Segment Open
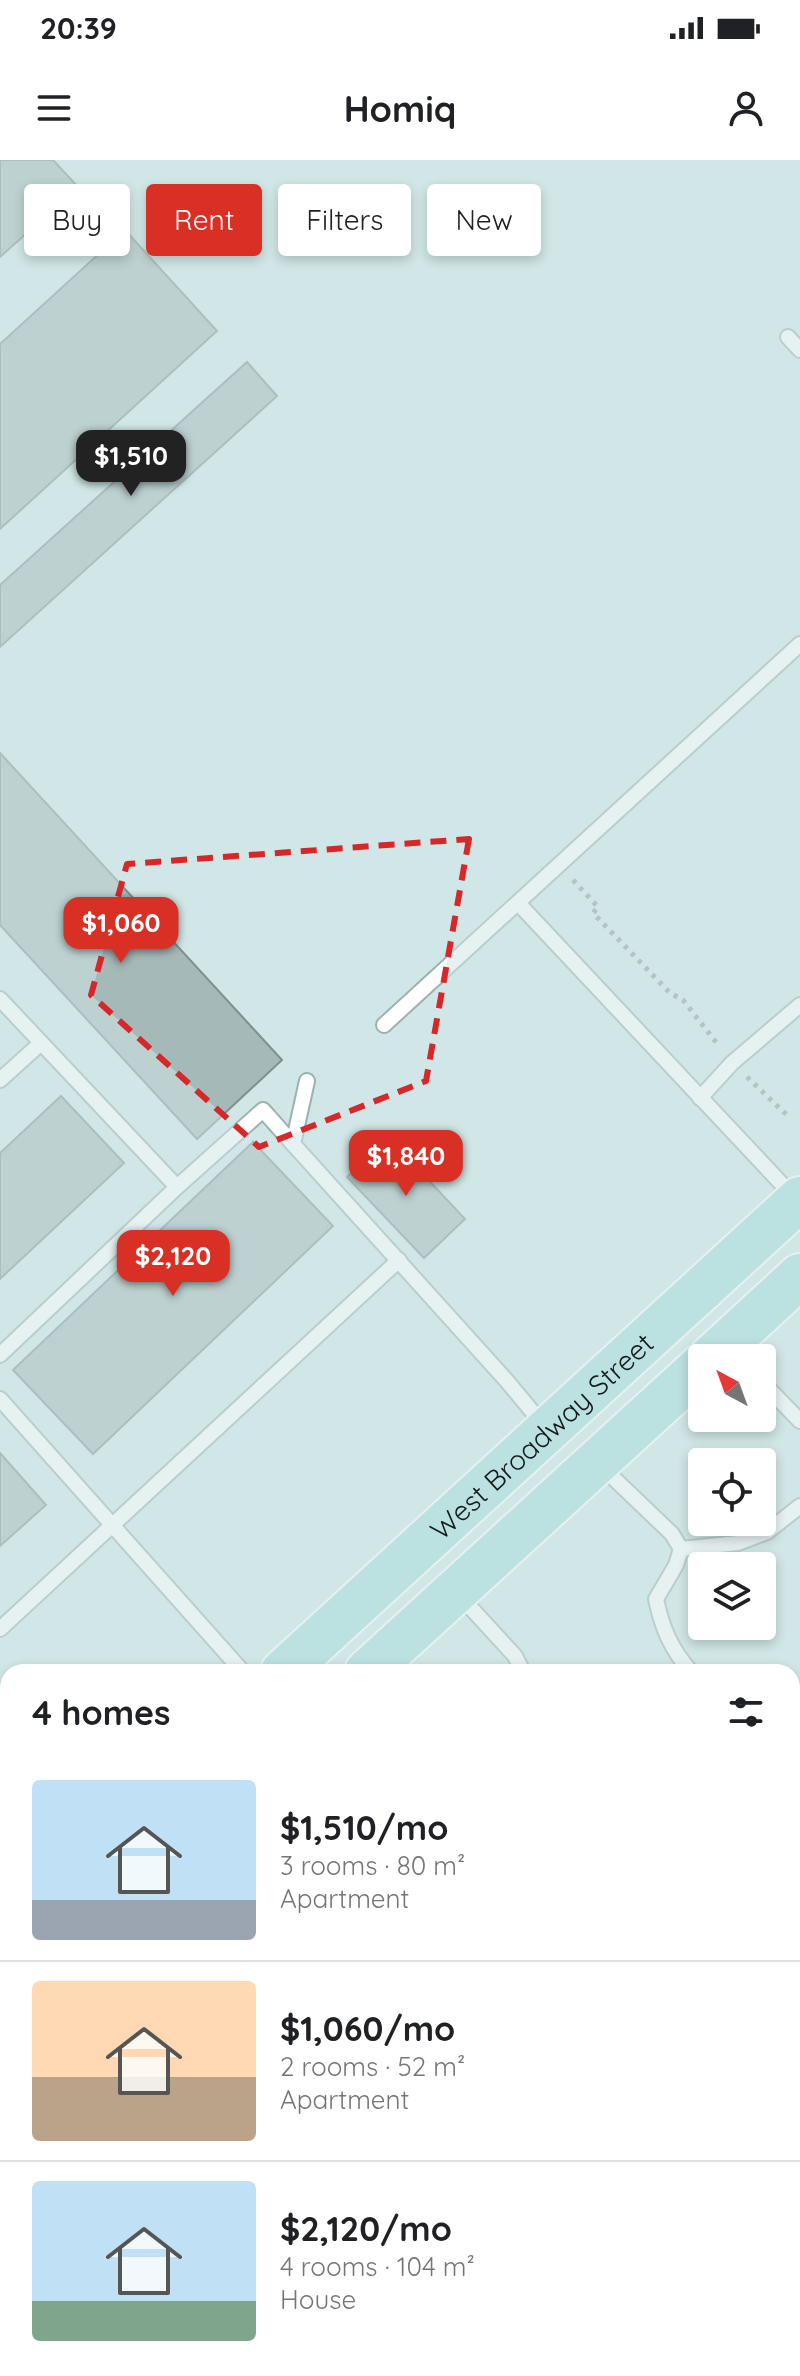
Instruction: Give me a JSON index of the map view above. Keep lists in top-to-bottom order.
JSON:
{
  "streets": {
    "main road": ["West Broadway Street"]
  },
  "north": "top left",
  "page": {
    "status": "20:39",
    "header": "Homiq",
    "chip": [
      "Buy",
      "Rent",
      "Filters",
      "New"
    ],
    "price": [
      "$1,510",
      "$1,060",
      "$1,840",
      "$2,120"
    ],
    "heading": "4 homes",
    "list": [
      {
        "name": "$1,510/mo",
        "note": "3 rooms · 80 m² · Apartment"
      },
      {
        "name": "$1,060/mo",
        "note": "2 rooms · 52 m² · Apartment"
      },
      {
        "name": "$2,120/mo",
        "note": "4 rooms · 104 m² · House"
      }
    ]
  }
}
Segment Closed
- _Problem description_: Every line in the data above needs to be given again exactly, pictures aside.

- _Expected answer_:
Instruction: Give me a JSON index of the map view above. Keep lists in top-to-bottom order.
JSON:
{
  "streets": {
    "main road": ["West Broadway Street"]
  },
  "north": "top left",
  "page": {
    "status": "20:39",
    "header": "Homiq",
    "chip": [
      "Buy",
      "Rent",
      "Filters",
      "New"
    ],
    "price": [
      "$1,510",
      "$1,060",
      "$1,840",
      "$2,120"
    ],
    "heading": "4 homes",
    "list": [
      {
        "name": "$1,510/mo",
        "note": "3 rooms · 80 m² · Apartment"
      },
      {
        "name": "$1,060/mo",
        "note": "2 rooms · 52 m² · Apartment"
      },
      {
        "name": "$2,120/mo",
        "note": "4 rooms · 104 m² · House"
      }
    ]
  }
}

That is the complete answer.